AP: Railroad Commissioner says there's plenty of gas, but urges Texans to wait to fill tanks
ARLINGTON, Texas (AP) - The head of the Texas agency that regulates the oil and gas industry is urging people to wait three or four days to fill their cars and trucks with gasoline if they can.
Railroad Commissioner Ryan Sitton said Thursday that people are panicking and that's causing a run on gas and empty fuel pumps.
He says there is plenty of gas in Houston and elsewhere, but there are logistical problems of making sure all of the stations are getting it.
He says he doesn't think it will be an issue a week from now as long as people stay calm and fill up their tanks as they normally would.
Filling fuel tanks is becoming increasingly difficult in parts of Texas where some stations were out of gas and pump costs have risen steeply.
In Dallas, lines of cars a block long were common for the few gas stations that had gasoline to sell Thursday. The scene was reminiscent of the gas lines seen during the Arab oil embargo of the 1970s.
One Chevron station in downtown Dallas that sold regular gas for $2.29 a gallon just before the storm was charging $2.99 on Thursday. Others charged well over $3, and one downtown Shell station charged $3.97 for a regular gallon of gas. At three gas stations in north Dallas, yellow bags or caution tape was wrapped around pumps just after noon.
The supply crunch prompted QuikTrip, one of the nation's largest convenience store chains, to temporarily halt gasoline sales at about half its 135 stores in the Dallas-Fort Worth area. Instead, gasoline deliveries are going to designated stores across all parts of the metro area, QuikTrip spokesman Mike Thornbrugh said.
The Texas attorney general's office said anyone seeing gas prices of $4 or higher should take pictures and report the stations as price-gouging.
Railroad Commissioner Ryan Sitton talks about gas situation in Texas
Refinery closures along the Texas coast in the wake of Hurricane Harvey are creating gas shortages in the Dallas-Fort Worth area.
Multiple news outlets are reporting gas stations running out of gas.
Family members of KTXS employees have reported seeing long lines at pumps that are open. They have also seen some that are closed.
An Exxon in Arlington had a sign on its pump that reads "We are out of gas due to hurricane. Sorry for the inconvenience."

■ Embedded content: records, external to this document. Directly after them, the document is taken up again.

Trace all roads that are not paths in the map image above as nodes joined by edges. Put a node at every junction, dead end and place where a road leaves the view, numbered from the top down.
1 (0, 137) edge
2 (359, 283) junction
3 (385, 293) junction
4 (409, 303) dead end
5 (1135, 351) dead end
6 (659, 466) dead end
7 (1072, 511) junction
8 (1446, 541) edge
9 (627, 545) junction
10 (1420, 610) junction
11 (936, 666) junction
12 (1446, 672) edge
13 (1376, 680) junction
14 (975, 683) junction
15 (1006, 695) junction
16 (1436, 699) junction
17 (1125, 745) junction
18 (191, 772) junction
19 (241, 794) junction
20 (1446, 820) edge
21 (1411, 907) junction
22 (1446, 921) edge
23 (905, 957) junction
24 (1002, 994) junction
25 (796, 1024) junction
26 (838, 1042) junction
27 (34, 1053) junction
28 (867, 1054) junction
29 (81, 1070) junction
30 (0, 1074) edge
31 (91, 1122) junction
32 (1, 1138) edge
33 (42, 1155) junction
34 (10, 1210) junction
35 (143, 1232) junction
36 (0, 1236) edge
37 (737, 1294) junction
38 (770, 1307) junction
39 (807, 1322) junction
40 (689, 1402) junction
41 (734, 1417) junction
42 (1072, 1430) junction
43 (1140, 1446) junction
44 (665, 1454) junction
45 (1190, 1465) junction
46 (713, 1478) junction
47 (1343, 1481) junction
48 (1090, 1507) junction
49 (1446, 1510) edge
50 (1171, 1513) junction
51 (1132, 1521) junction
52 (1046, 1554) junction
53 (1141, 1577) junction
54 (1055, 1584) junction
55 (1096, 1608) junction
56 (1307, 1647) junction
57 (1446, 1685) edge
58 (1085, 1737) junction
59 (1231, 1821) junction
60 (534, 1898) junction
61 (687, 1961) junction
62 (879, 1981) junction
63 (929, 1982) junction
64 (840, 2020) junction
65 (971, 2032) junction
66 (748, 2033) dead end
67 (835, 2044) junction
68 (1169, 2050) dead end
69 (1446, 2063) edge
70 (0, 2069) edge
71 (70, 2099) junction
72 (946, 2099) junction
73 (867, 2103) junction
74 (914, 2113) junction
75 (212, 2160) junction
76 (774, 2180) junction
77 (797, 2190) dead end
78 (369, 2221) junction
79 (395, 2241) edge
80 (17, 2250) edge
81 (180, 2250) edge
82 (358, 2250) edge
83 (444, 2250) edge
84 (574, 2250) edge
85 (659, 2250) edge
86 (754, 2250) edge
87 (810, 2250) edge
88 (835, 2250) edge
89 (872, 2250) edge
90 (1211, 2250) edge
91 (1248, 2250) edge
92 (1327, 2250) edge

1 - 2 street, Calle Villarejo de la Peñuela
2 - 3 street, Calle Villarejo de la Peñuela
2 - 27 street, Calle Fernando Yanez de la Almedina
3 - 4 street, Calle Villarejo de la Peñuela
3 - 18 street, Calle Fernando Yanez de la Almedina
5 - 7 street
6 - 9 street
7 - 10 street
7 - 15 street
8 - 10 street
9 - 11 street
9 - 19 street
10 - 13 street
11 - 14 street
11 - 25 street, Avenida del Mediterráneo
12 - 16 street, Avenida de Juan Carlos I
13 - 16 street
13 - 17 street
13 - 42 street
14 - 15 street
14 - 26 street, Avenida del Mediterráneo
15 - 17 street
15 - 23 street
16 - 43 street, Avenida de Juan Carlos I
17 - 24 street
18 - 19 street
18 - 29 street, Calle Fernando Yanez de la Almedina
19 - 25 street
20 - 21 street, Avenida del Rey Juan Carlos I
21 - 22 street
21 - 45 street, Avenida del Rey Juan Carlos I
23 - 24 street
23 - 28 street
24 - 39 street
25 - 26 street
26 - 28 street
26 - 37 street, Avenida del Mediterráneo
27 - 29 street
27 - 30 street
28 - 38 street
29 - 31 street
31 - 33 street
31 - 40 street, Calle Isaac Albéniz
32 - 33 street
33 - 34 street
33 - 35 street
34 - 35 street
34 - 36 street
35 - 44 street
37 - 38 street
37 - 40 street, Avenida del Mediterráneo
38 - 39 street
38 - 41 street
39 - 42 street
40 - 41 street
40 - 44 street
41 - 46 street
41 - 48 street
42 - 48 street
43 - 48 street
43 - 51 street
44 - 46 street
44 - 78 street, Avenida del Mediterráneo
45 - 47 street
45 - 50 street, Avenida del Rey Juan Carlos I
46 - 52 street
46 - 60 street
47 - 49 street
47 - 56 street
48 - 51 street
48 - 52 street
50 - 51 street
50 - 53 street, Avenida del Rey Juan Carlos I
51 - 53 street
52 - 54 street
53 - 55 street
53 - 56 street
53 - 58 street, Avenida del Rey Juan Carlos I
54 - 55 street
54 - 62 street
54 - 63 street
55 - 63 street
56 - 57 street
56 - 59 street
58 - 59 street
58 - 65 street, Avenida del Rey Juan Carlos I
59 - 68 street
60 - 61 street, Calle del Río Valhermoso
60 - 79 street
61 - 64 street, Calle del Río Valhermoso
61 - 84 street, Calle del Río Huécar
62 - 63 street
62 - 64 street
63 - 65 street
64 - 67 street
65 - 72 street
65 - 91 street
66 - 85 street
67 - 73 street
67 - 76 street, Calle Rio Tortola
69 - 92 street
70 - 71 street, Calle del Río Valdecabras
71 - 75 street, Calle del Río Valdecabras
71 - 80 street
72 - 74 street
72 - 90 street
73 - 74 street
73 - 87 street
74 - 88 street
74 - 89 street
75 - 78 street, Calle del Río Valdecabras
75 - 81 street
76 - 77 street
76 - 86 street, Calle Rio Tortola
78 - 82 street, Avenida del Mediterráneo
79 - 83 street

Concerns about the shortage have spilled over into Abilene. Cooper High School is warning fans traveling to Fort Worth for the Cougars' game Friday night at Keller to be aware.
"Cougar Nation: We just got word that there is a gas shortage in the Metroplex area. So please plan accordingly if you are attending the games."
Meanwhile, QuickTrip -- one of the nation's largest convenience store chains -- plans to stop selling gasoline at about half of its 135 stores in the Dallas-Fort Worth area as it anticipates shortages.
QuickTrip spokesman Mike Thornbrugh told The Associated Press on Thursday that the company will direct gasoline deliveries to half of its stores, and intends to have stores with gas in all parts of the metro area. All stores will remain open, though only half will have gasoline.
The company is enacting its plan after several major refineries and a key gasoline pipeline shut down after Harvey slammed into the Gulf Coast.
Oklahoma-based QuickTrip enacted a similar plan last year in metro Atlanta, where it has about 133 stores, when the Colonial Pipeline closed due to a leak in Alabama.
Heading into the Labor Day weekend, the average price for a gallon of gas in Texas is $2.25, according to AAA.
In Abilene, gas prices range from $2.13 to $2.49 per gallon.
In Dallas, the price is up 18-cents per gallon over the past week to $2.37.
The record high average in Texas was $3.98 in July 2008.